Sunday, April 18, 2010

Eleven Plus Feelings

Version 1

William: Oh dear. I did not do very well on the maths paper today.

Mother: Are you upset?

William: Of course I’m upset.

Mother: Are you disappointed?

William: I’m afraid that I won’t pass the eleven plus exam.

Mother: I suppose you feel that there is nothing that you can do about it?

William: You mean I need to do more papers?

Mother: More papers should help. Have you done your corrections?

William: I don’t know where I went wrong.

Mother: Well, look back over them and we can try them later on.


Version 2

William: Oh dear. I did not do very well on the maths paper today.

Mother: I’m sorry to hear that you did not do well on parts of the paper today.

William: Yes – it was the ones we went over last week. You know those hard ones.

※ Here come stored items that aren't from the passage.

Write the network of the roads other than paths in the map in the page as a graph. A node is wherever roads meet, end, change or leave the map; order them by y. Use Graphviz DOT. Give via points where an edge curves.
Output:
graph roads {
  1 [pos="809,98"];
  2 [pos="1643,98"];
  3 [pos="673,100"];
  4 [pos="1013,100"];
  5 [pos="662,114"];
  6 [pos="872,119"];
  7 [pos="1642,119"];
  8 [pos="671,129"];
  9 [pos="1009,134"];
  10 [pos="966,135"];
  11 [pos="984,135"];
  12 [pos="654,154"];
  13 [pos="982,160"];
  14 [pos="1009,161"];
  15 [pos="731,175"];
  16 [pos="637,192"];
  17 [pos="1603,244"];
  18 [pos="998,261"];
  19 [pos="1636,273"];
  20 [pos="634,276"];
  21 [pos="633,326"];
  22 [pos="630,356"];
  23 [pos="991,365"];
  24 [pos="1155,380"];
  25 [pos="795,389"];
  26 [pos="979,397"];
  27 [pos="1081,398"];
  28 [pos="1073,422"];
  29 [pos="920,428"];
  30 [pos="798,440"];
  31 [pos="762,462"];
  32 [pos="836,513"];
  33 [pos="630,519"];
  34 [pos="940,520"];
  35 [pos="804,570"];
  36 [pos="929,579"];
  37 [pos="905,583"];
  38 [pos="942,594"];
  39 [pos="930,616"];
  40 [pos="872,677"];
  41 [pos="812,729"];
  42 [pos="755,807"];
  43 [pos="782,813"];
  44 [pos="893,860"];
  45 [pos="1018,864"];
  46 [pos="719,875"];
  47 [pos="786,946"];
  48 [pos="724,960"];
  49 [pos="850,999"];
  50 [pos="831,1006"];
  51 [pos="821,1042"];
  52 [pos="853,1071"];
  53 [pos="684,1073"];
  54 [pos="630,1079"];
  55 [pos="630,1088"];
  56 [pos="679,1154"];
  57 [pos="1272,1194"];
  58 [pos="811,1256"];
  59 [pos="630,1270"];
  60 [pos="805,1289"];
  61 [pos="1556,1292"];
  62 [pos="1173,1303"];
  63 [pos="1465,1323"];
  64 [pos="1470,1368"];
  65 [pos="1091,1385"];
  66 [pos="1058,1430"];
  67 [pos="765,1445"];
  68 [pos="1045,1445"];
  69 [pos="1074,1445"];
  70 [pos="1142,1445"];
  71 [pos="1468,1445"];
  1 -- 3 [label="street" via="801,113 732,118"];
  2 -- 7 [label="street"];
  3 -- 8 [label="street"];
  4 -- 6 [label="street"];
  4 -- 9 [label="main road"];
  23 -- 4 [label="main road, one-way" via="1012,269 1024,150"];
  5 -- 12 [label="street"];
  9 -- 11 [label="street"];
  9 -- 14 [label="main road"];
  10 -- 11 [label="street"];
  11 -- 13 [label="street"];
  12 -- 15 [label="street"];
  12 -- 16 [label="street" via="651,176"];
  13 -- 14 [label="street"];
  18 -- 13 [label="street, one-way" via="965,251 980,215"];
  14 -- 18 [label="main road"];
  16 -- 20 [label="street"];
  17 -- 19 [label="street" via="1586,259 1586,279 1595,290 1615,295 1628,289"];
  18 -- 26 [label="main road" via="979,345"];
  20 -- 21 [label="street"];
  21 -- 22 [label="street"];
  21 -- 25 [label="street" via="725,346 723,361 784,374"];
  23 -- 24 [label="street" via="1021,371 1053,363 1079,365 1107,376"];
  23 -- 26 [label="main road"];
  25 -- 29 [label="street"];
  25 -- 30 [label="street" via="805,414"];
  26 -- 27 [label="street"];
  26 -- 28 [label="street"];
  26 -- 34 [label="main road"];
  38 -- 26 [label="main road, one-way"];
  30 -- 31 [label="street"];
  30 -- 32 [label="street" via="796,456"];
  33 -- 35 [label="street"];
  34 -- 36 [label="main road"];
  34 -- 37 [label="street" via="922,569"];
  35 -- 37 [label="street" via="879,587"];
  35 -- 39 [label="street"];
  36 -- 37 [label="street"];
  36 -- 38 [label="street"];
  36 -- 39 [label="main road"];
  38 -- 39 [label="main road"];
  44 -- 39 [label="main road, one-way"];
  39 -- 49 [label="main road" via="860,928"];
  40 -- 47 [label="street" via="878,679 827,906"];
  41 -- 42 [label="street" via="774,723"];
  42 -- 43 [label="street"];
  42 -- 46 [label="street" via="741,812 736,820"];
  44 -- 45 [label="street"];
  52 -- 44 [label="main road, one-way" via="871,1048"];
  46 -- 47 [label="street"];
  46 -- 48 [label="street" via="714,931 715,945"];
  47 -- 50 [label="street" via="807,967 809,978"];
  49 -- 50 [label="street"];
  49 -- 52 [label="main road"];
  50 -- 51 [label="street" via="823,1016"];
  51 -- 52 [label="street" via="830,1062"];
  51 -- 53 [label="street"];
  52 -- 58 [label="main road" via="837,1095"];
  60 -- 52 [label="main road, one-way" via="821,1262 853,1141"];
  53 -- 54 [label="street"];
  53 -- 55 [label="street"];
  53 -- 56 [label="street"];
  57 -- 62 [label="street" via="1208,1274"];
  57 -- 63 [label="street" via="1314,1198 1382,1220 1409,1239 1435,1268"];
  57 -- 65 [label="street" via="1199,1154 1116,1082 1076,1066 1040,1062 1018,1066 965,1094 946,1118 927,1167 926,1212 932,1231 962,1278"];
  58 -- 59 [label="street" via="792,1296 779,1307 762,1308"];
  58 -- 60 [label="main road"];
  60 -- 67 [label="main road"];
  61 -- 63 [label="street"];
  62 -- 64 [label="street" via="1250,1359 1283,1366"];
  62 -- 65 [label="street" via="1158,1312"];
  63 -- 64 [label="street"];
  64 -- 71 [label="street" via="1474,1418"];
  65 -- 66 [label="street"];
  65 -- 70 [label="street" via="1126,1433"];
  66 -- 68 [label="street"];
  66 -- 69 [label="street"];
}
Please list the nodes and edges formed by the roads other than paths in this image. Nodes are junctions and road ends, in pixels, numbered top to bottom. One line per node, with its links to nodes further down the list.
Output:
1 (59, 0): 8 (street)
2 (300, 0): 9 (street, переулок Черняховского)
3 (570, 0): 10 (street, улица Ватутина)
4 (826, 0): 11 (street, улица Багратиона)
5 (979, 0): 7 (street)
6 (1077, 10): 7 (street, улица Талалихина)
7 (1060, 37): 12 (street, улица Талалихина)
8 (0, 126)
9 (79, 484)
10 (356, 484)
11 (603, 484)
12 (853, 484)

Mother: Well there is something we can do about it then. Where can I help?

William: I don’t want to do another paper.

Mother: Quite right, you should not need to do another paper until we have those few areas sorted out together.

William: I don’t know where I went wrong.

Mother: Let try just one now and we can look at the others later on.


In first version the mother was describing be own concerns with the eleven plus. Should her son be doing more papers? What could he do if his marks were low? The mum is also helping her son to procrastinate.

The mother in version 2 is acknowledging her son’s problems but is working actively with her son to remedy the situation.

On the recent Easter holiday course one girl did remarkably well on a non verbal reasoning exercise – with around 92%. We all saluted her in an appropriate manner. The girl thanked us and then said: “My mum won’t be pleased and she will want to know why I didn’t get full marks.”

I am not sure who we should feel most sorry for – the girl or her mother!